MRC-CSO-SPHSU / LoneParentsModel.jl

An initial implementation of an ABM for social and child care
0 stars 4 forks source link

Model within mainHelper.jl #146

Closed AtiyahElsheikh closed 1 year ago

AtiyahElsheikh commented 1 year ago

propose to place it within a module.

AtiyahElsheikh commented 1 year ago

I also don't see the point of adding the various accessor functions (e.g. population, data, etc.). Model as well as Parameters or Data (not convinced about that one either) are flat, primitive data types (if structs weren't more convenient we could just as well use named tuples there), that are created ad-hoc for this particular model.

What we do need a solution for is how to organise the various global bits of the model, i.e. parameters, input data and population and world state. The most pragmatic solution would be to drop all of them into the Model struct and be done with it. It feels a bit wrong, I think, but maybe we should just do that and change it when we come up with a nicer solution.

The point for me was to enable me to access the same interface with different implementation of accessory functions.
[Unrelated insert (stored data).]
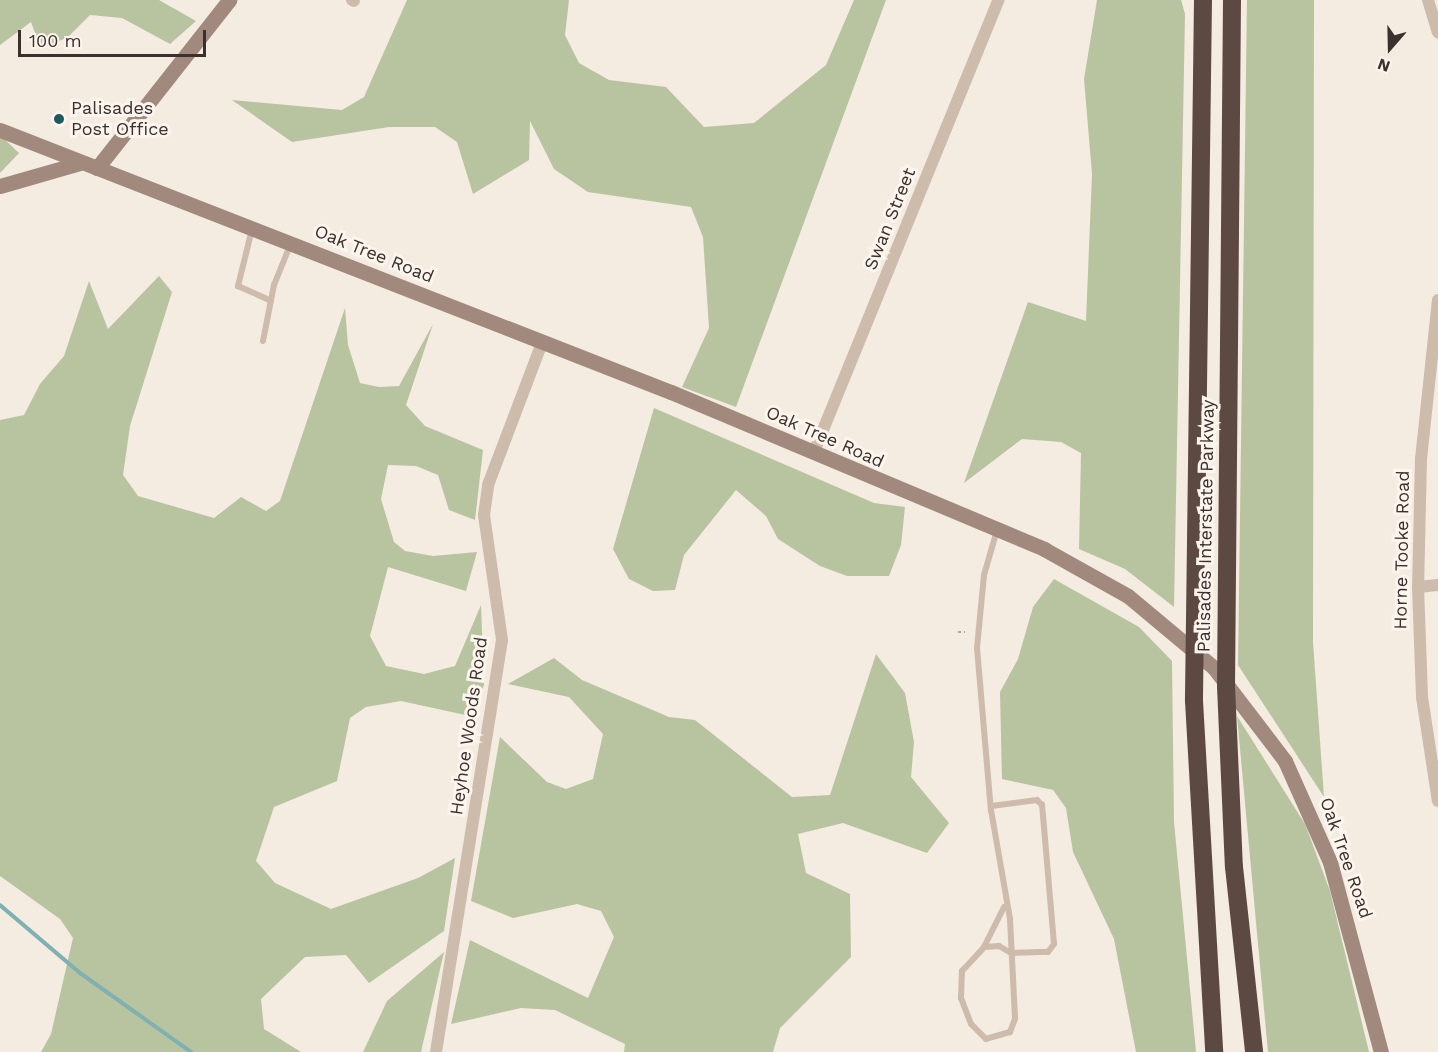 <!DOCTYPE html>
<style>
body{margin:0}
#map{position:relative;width:1438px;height:1052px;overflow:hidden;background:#f4ebe1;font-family:"Work Sans",sans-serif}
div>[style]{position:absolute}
.green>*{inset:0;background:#b8c4a0}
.stream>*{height:4px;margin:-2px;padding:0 2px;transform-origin:2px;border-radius:2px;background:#7fb0b2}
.path>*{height:2px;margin-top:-1px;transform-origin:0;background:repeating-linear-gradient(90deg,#b9a596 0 3px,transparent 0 6px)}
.lane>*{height:6px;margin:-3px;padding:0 3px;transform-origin:3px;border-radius:3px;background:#cdbbac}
.street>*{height:12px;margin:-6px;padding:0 6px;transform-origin:6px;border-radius:6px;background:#cdbbac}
.secondary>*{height:15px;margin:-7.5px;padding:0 7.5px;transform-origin:7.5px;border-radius:7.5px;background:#a18a7d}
.highway>*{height:18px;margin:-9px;padding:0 9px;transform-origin:9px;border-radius:9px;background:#5c4a42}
.dots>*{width:16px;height:16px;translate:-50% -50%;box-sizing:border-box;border:3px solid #fbf5ee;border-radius:50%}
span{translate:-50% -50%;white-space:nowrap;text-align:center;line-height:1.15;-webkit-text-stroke:6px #fbf5ee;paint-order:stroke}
.poi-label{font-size:18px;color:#3b302b}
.left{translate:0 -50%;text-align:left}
.street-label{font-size:18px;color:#3b302b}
.north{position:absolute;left:1360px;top:18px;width:60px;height:60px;-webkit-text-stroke:4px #fbf5ee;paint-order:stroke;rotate:200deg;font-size:16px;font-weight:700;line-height:24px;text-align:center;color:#3b302b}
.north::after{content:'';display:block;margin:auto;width:21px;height:27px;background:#3b302b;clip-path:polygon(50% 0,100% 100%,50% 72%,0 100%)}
.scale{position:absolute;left:18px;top:30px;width:188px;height:27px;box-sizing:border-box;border:3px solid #3b302b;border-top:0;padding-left:8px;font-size:18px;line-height:21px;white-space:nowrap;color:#3b302b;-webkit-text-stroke:4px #fbf5ee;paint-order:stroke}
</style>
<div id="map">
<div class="green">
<i style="clip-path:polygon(0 0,159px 0,196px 21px,170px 44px,122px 18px,90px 15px,68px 37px,41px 49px,31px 22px,0 45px)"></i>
<i style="clip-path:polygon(407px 0,569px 0,565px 35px,579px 63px,609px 80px,666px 87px,704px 127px,754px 123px,826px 65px,854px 0,886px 0,736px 407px,682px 387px,709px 328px,703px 237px,691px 207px,588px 192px,554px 169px,530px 121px,529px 160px,473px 194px,457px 142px,435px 127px,389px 127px,292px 142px,232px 100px,342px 110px,364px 97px)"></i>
<i style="clip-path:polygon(1097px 0,1181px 0,1185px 14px,1174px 607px,1125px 569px,1079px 549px,1081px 453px,1061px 442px,1022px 439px,964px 483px,1028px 302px,1086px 321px,1092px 174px,1084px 79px)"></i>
<i style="clip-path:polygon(1247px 0,1314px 0,1313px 642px,1324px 797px,1238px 665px)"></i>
<i style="clip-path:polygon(0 135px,19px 153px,0 173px)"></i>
<i style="clip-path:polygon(159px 276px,172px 292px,130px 426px,123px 475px,138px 496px,214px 518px,241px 497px,266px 511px,280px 501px,345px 308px,348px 345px,360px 383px,379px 387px,399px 386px,433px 324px,406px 405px,425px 426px,483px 450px,475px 520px,449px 510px,438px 475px,416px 466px,388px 465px,381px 499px,394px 542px,405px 551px,433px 556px,477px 552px,466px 591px,388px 567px,370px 636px,386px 666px,424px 674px,455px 666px,481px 605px,484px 685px,470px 716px,401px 701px,366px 707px,350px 718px,337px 781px,274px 807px,256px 861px,275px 883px,331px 909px,418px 878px,455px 858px,444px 931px,369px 983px,346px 955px,305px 957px,261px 999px,264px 1029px,301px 1052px,41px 1052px,51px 1034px,73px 938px,60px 919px,0 876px,0 420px,24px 415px,40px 384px,64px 356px,89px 281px,108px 329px)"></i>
<i style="clip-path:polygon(654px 408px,874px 503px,905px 507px,901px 545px,889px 576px,847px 576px,820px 566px,778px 539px,766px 516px,736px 490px,684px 555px,675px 590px,653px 591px,629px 579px,613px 549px)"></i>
<i style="clip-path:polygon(1054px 579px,1139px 627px,1172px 661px,1174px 822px,1196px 1052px,1136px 1052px,1114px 939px,1073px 852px,1066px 808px,1053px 790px,1002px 779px,1000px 692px,1018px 659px,1033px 607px)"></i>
<i style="clip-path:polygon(876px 654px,905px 693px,914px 742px,911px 777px,949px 823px,927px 853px,843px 823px,798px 834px,806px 873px,850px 894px,851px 957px,780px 1028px,773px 1052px,624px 1052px,625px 1044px,555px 1010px,521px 1008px,451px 1024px,470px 940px,588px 998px,614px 937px,601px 911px,577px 904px,513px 918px,471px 901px,500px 737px,547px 782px,566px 789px,593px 779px,603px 734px,569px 697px,508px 684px,554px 658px,582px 680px,669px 717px,695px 720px,792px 797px,830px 795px)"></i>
<i style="clip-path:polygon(1237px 716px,1305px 824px,1330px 891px,1369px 1052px,1268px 1052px)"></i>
<i style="clip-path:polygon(444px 952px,421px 1052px,363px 1052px,387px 1001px)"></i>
</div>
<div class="stream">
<i style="left:0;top:905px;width:105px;rotate:40.4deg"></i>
<i style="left:80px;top:973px;width:136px;rotate:35.4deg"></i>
</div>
<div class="path">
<i style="left:958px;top:632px;width:7px"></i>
</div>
<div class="lane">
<i style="left:252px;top:229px;width:59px;rotate:103.8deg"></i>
<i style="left:238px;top:286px;width:36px;rotate:24deg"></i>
<i style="left:263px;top:341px;width:57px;rotate:-78.9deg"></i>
<i style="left:274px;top:285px;width:45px;rotate:-68deg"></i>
<i style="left:997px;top:530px;width:47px;rotate:106.1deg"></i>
<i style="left:984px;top:575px;width:73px;rotate:95.5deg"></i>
<i style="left:977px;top:648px;width:163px;rotate:85.1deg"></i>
<i style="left:991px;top:810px;width:111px;rotate:80.1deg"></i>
<i style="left:1010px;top:919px;width:100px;rotate:87.1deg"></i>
<i style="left:1015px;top:1019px;width:14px;rotate:111deg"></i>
<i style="left:1010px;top:1032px;width:25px;rotate:164deg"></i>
<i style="left:986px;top:1039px;width:21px;rotate:-135deg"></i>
<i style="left:971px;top:1024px;width:28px;rotate:-111deg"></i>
<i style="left:961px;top:998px;width:27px;rotate:-88deg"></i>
<i style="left:962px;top:971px;width:33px;rotate:-47deg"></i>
<i style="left:984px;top:947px;width:45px;rotate:-63.4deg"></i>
<i style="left:984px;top:947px;width:15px;rotate:-4deg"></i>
<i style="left:999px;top:946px;width:14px;rotate:30deg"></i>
<i style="left:1011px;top:953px;width:37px;rotate:-2deg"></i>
<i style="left:1048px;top:952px;width:10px;rotate:-53deg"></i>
<i style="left:1054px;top:944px;width:140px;rotate:-94.9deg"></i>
<i style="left:1042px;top:805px;width:7px;rotate:-135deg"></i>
<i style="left:1037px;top:800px;width:46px;rotate:172.6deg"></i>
</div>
<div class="street">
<i style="left:352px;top:0;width:2px;rotate:27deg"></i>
<i style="left:1428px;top:0;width:34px;rotate:73deg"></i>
<i style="left:1438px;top:300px;width:159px;rotate:96.1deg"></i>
<i style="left:1421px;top:458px;width:129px;rotate:91.3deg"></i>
<i style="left:1418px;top:587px;width:110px;rotate:87.9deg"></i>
<i style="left:1422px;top:697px;width:105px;rotate:81.3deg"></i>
<i style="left:814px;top:452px;width:488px;rotate:-67.8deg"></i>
<i style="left:1418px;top:587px;width:20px;rotate:-6deg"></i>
<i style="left:436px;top:1052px;width:417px;rotate:-80.9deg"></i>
<i style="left:502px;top:640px;width:126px;rotate:-98.2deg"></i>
<i style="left:484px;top:515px;width:30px;rotate:-82deg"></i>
<i style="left:488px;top:485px;width:152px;rotate:-69.2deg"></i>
</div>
<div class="secondary">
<i style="left:0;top:130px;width:720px;rotate:21.33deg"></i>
<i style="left:671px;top:392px;width:405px;rotate:22.8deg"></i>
<i style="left:1044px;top:549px;width:96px;rotate:29.2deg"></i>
<i style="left:1128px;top:596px;width:112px;rotate:39.9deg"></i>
<i style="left:1214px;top:668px;width:117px;rotate:52.6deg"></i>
<i style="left:1285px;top:761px;width:111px;rotate:66deg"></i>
<i style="left:1330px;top:862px;width:197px;rotate:75deg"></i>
<i style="left:97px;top:168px;width:214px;rotate:-51.8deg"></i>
<i style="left:0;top:186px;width:83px;rotate:-16deg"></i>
</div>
<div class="highway">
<i style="left:1203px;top:0;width:701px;rotate:90.74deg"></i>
<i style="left:1194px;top:701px;width:352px;rotate:86.7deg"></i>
<i style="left:1232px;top:0;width:686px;rotate:90.5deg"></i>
<i style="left:1226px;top:686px;width:181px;rotate:87.5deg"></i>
<i style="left:1234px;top:867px;width:186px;rotate:83.8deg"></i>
</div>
<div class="dots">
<i style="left:59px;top:119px;background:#1f5a5e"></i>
</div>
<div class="poi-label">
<span class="left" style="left:71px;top:119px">Palisades<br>Post Office</span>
</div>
<div class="street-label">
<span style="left:890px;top:219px;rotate:-68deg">Swan Street</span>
<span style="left:374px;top:254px;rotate:22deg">Oak Tree Road</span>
<span style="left:825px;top:437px;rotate:24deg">Oak Tree Road</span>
<span style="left:1206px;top:526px;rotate:-89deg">Palisades Interstate Parkway</span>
<span style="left:1402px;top:550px;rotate:-89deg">Horne Tooke Road</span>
<span style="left:469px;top:726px;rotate:-82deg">Heyhoe Woods Road</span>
<span style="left:1346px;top:858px;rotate:71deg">Oak Tree Road</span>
</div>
<div class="north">N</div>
<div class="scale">100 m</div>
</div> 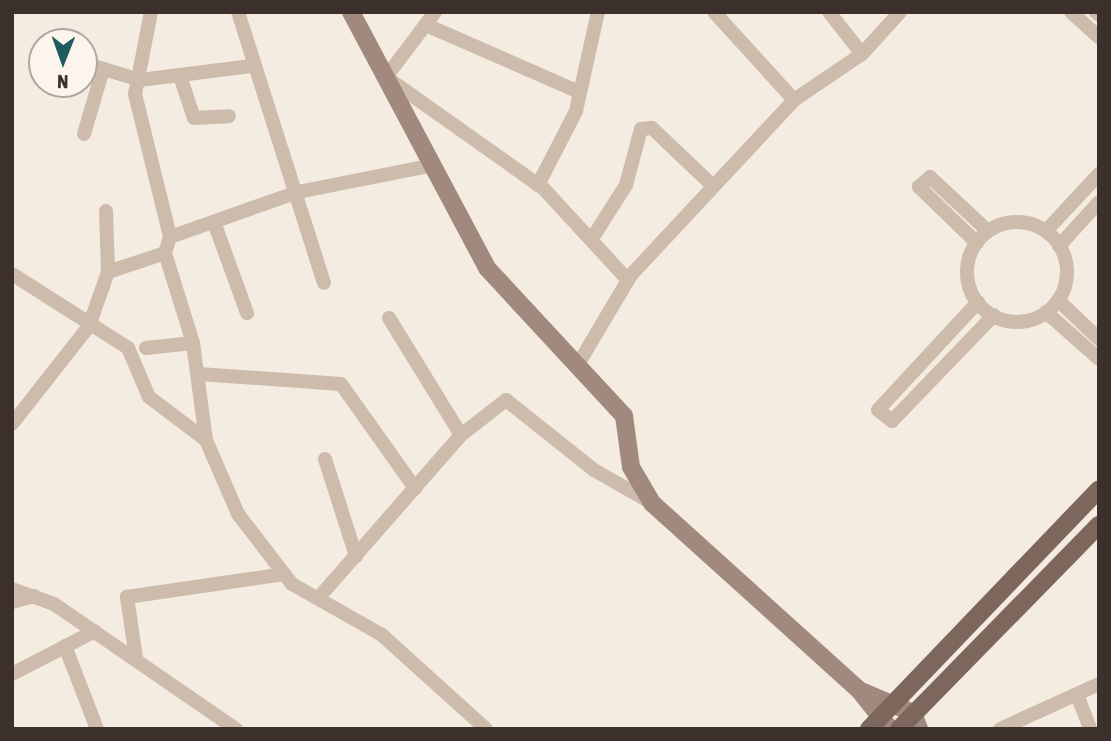 <!DOCTYPE html>
<style>
body{margin:0}
#map{position:relative;width:1111px;height:741px;overflow:hidden;background:#f4ebe1;font-family:"Asap Condensed",sans-serif}
div>[style]{position:absolute}
.street>*{height:14px;margin:-7px;padding:0 7px;transform-origin:7px;border-radius:7px;background:#cdbbac}
.street>.ring{margin:-7px;padding:0;box-sizing:content-box;background:none;border:14px solid #cdbbac;border-radius:50%}
.secondary>*{height:18px;margin:-9px;padding:0 9px;transform-origin:9px;border-radius:9px;background:#a18a7d}
.primary>*{height:18px;margin:-9px;padding:0 9px;transform-origin:9px;border-radius:9px;background:#7d675c}
span{translate:-50% -50%;white-space:nowrap;text-align:center;line-height:1.15;-webkit-text-stroke:6px #fbf5ee;paint-order:stroke}
.frame{position:absolute;inset:0;border:14px solid #3b302b;pointer-events:none}
.north{position:absolute;left:28px;top:28px;width:70px;height:70px;box-sizing:border-box;background:#fbf5ee;border:2px solid #aea6a0;border-radius:50%;rotate:181deg;font-size:19px;font-weight:700;line-height:28px;text-align:center;color:#3b302b}
.north::after{content:'';display:block;margin:auto;width:24px;height:32px;background:#1f5a5e;clip-path:polygon(50% 0,100% 100%,50% 72%,0 100%)}
</style>
<div id="map">
<div class="street">
<div style="left:151px;top:12px;width:84px;rotate:101deg"></div>
<div style="left:135px;top:94px;width:147px;rotate:76.2deg"></div>
<div style="left:238px;top:12px;width:284px;rotate:72.4deg"></div>
<div style="left:435px;top:12px;width:81px;rotate:127deg"></div>
<div style="left:386px;top:77px;width:192px;rotate:35.3deg"></div>
<div style="left:543px;top:188px;width:124px;rotate:47.3deg"></div>
<div style="left:714px;top:12px;width:119px;rotate:47.7deg"></div>
<div style="left:829px;top:12px;width:53px;rotate:51.8deg"></div>
<div style="left:1071px;top:12px;width:38px;rotate:42deg"></div>
<div style="left:1096px;top:12px;width:4px;rotate:45deg"></div>
<div style="left:426px;top:25px;width:165px;rotate:23.6deg"></div>
<div style="left:84px;top:63px;width:59px;rotate:16.9deg"></div>
<div style="left:140px;top:80px;width:112px;rotate:-7.2deg"></div>
<div style="left:180px;top:76px;width:44px;rotate:71.6deg"></div>
<div style="left:194px;top:118px;width:35px;rotate:-3deg"></div>
<div style="left:84px;top:134px;width:68px;rotate:-73.7deg"></div>
<div style="left:538px;top:185px;width:83px;rotate:-62.8deg"></div>
<div style="left:576px;top:111px;width:101px;rotate:-77.5deg"></div>
<div style="left:106px;top:211px;width:61px;rotate:88.1deg"></div>
<div style="left:214px;top:222px;width:97px;rotate:70.1deg"></div>
<div class="ring" style="left:967px;top:222px;width:86px;height:86px"></div>
<div style="left:1046px;top:231px;width:78px;rotate:-47.1deg"></div>
<div style="left:593px;top:237px;width:62px;rotate:-57.6deg"></div>
<div style="left:626px;top:185px;width:58px;rotate:-75deg"></div>
<div style="left:641px;top:129px;width:11px;rotate:-5deg"></div>
<div style="left:652px;top:128px;width:84px;rotate:43.6deg"></div>
<div style="left:977px;top:243px;width:81px;rotate:-136deg"></div>
<div style="left:919px;top:187px;width:15px;rotate:-42deg"></div>
<div style="left:930px;top:177px;width:79px;rotate:43deg"></div>
<div style="left:1059px;top:246px;width:59px;rotate:-47.7deg"></div>
<div style="left:165px;top:253px;width:94px;rotate:72.7deg"></div>
<div style="left:193px;top:343px;width:98px;rotate:82.4deg"></div>
<div style="left:12px;top:274px;width:138px;rotate:32.5deg"></div>
<div style="left:128px;top:348px;width:53px;rotate:66.8deg"></div>
<div style="left:149px;top:397px;width:71px;rotate:37deg"></div>
<div style="left:206px;top:440px;width:81px;rotate:66.6deg"></div>
<div style="left:238px;top:514px;width:88px;rotate:52.4deg"></div>
<div style="left:292px;top:584px;width:103px;rotate:29.5deg"></div>
<div style="left:382px;top:635px;width:140px;rotate:42.1deg"></div>
<div style="left:1058px;top:300px;width:57px;rotate:43.6deg"></div>
<div style="left:978px;top:302px;width:147px;rotate:132.8deg"></div>
<div style="left:878px;top:410px;width:18px;rotate:38deg"></div>
<div style="left:892px;top:421px;width:147px;rotate:-46.1deg"></div>
<div style="left:1046px;top:312px;width:71px;rotate:41.6deg"></div>
<div style="left:389px;top:318px;width:137px;rotate:58.4deg"></div>
<div style="left:146px;top:348px;width:47px;rotate:-6.1deg"></div>
<div style="left:577px;top:366px;width:106px;rotate:-59.3deg"></div>
<div style="left:631px;top:275px;width:239px;rotate:-47deg"></div>
<div style="left:794px;top:100px;width:82px;rotate:-34.1deg"></div>
<div style="left:862px;top:54px;width:57px;rotate:-47.9deg"></div>
<div style="left:199px;top:374px;width:142px;rotate:4deg"></div>
<div style="left:341px;top:384px;width:128px;rotate:54.6deg"></div>
<div style="left:12px;top:424px;width:125px;rotate:-51.8deg"></div>
<div style="left:89px;top:326px;width:57px;rotate:-70.6deg"></div>
<div style="left:108px;top:272px;width:60px;rotate:-18.4deg"></div>
<div style="left:165px;top:253px;width:17px;rotate:-73deg"></div>
<div style="left:170px;top:237px;width:136px;rotate:-19.4deg"></div>
<div style="left:298px;top:192px;width:134px;rotate:-11.2deg"></div>
<div style="left:325px;top:459px;width:102px;rotate:72.3deg"></div>
<div style="left:12px;top:589px;width:45px;rotate:19.7deg"></div>
<div style="left:54px;top:604px;width:221px;rotate:34.5deg"></div>
<div style="left:321px;top:595px;width:213px;rotate:-48.8deg"></div>
<div style="left:461px;top:435px;width:57px;rotate:-37.9deg"></div>
<div style="left:506px;top:400px;width:112px;rotate:38.5deg"></div>
<div style="left:594px;top:470px;width:67px;rotate:29.6deg"></div>
<div style="left:12px;top:602px;width:23px;rotate:-15deg"></div>
<div style="left:65px;top:646px;width:89px;rotate:68.9deg"></div>
<div style="left:136px;top:658px;width:62px;rotate:-98.4deg"></div>
<div style="left:127px;top:597px;width:159px;rotate:-8.3deg"></div>
<div style="left:12px;top:674px;width:93px;rotate:-27.4deg"></div>
<div style="left:1078px;top:697px;width:34px;rotate:69deg"></div>
<div style="left:1000px;top:729px;width:109px;rotate:-24.4deg"></div>
</div>
<div class="secondary">
<div style="left:351px;top:12px;width:290px;rotate:62deg"></div>
<div style="left:487px;top:268px;width:202px;rotate:47.2deg"></div>
<div style="left:624px;top:416px;width:51px;rotate:82.2deg"></div>
<div style="left:631px;top:467px;width:42px;rotate:59.7deg"></div>
<div style="left:652px;top:503px;width:279px;rotate:42.1deg"></div>
<div style="left:859px;top:690px;width:50px;rotate:51.5deg"></div>
<div style="left:861px;top:691px;width:56px;rotate:22.9deg"></div>
<div style="left:913px;top:713px;width:17px;rotate:69deg"></div>
</div>
<div class="primary">
<div style="left:869px;top:729px;width:332px;rotate:-46.2deg"></div>
<div style="left:899px;top:729px;width:286px;rotate:-45.6deg"></div>
</div>
<div class="frame"></div>
<div class="north">N</div>
</div>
Though I am not really keen to use the API with model as an argument.

mhinsch commented 1 year ago

propose to place it within a module.

Why?

mhinsch commented 1 year ago

I also don't see the point of adding the various accessor functions (e.g. population, data, etc.). Model as well as Parameters or Data (not convinced about that one either) are flat, primitive data types (if structs weren't more convenient we could just as well use named tuples there), that are created ad-hoc for this particular model. What we do need a solution for is how to organise the various global bits of the model, i.e. parameters, input data and population and world state. The most pragmatic solution would be to drop all of them into the Model struct and be done with it. It feels a bit wrong, I think, but maybe we should just do that and change it when we come up with a nicer solution.

The point for me was to enable me to access the same interface with different implementation of accessory functions. Though I am not really keen to use the API with model as an argument.

But that simply adds a level of indirection. Instead of defining our (internal) API as e.g. providing functions getPopulation, getDemoData, etc., we can just as well define it as the existence of an object (of undefined type!) that provides population, demoData, etc. as components. Since Julia allows us not to commit to a specific type this would be just as generic as requiring accessor functions. And even with accessor functions you would still have to know which object contains your components (population, demoData, etc.).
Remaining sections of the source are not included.